In preparation for our addition to the family, my husband and I have switched to speaking Spanish to each other nearly all the time. We even text in Spanish. This is a pretty big break from our pattern of communicating in English with each other and Spanish only with the other native speakers in our life.

I have always known that it’s difficult for me to use Spanish when I’m upset, angry, or otherwise emotionally out of sorts. However, I didn’t anticipate how hard it would be to have intimate daily conversation with my husband in my non-native language. No matter how well I can get across the details of the matter at hand, it’s the feeling that is sometimes missing.

When we have an argument, I hear myself repeating the same vocabulary over and over, but in a different tone of voice. I don’t feel that I have the breadth of word choice to really explain myself. When I’m trying to be funny or sarcastic, the result is not as funny to me as it would be in English. Worst of all, when I’m trying to comfort my hubby after a long day, I’m never 100% sure that I said the right thing.

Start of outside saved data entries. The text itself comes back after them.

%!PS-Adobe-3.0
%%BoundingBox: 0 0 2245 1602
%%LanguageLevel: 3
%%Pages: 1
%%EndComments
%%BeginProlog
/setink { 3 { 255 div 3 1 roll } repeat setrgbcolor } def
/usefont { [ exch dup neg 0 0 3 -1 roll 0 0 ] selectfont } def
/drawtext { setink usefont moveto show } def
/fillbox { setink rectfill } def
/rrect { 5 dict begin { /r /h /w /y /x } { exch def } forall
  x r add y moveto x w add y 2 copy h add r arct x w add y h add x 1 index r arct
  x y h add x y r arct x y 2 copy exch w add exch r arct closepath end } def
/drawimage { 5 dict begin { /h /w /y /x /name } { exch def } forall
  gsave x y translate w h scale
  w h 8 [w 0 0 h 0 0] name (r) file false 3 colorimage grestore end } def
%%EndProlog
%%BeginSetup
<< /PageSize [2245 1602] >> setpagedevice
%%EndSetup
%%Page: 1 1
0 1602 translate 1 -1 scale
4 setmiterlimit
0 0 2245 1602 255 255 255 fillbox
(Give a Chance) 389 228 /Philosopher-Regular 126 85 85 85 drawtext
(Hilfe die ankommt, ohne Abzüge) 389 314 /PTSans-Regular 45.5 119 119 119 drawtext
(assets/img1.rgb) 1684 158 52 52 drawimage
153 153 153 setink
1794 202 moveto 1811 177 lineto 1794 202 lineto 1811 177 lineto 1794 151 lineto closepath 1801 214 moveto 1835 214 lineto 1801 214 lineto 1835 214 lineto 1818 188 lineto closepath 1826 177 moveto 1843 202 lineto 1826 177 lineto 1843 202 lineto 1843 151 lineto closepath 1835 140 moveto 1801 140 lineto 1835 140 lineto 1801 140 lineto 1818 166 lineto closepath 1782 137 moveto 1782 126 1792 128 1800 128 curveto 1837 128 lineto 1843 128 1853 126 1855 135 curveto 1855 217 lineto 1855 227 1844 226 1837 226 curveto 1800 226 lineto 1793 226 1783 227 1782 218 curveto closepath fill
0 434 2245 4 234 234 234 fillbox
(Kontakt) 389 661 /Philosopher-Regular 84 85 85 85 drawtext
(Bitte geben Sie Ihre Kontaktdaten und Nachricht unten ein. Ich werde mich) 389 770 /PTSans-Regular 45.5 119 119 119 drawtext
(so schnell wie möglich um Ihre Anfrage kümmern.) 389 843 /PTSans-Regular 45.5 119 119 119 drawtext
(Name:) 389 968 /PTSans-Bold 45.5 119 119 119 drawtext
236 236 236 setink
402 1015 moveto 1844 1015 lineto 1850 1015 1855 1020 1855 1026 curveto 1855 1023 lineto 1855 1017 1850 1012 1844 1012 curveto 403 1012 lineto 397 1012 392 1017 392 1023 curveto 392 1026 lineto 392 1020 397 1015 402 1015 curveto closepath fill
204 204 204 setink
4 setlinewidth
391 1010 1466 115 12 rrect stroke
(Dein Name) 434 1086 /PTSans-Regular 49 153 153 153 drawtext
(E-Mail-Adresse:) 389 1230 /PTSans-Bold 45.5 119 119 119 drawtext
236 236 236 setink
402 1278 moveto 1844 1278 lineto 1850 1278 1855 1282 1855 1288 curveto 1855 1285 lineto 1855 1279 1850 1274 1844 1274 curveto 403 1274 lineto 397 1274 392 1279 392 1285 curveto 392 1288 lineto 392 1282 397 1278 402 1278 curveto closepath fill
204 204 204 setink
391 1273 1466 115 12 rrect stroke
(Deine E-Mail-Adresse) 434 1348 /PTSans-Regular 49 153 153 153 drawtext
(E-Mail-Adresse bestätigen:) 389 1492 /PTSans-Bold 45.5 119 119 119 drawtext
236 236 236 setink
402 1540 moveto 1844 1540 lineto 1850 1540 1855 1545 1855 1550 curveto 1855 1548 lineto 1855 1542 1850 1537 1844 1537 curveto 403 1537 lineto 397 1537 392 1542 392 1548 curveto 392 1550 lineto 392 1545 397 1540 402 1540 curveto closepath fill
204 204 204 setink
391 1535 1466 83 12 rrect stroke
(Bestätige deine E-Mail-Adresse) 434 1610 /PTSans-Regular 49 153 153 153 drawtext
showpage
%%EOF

What’s amazing to me is that no matter how long I’ve been speaking Spanish (over a decade now), I continue to find limits that I did not expect. I assume that everyone who learns a language after early childhood runs into a similar dilemma, but I still wonder what it feels like to be bilingual or multilingual from birth and feel a native level of comfort with more than one mode of communication.

In a way, this is what excites me about raising bilingual kids… but it also makes me feel disconnected from them, because I’ll never be able to use Spanish with the children in the same way I can use English with them.

Does your emotional connection to each of the languages you speak affect your ability to use it in varying circumstances?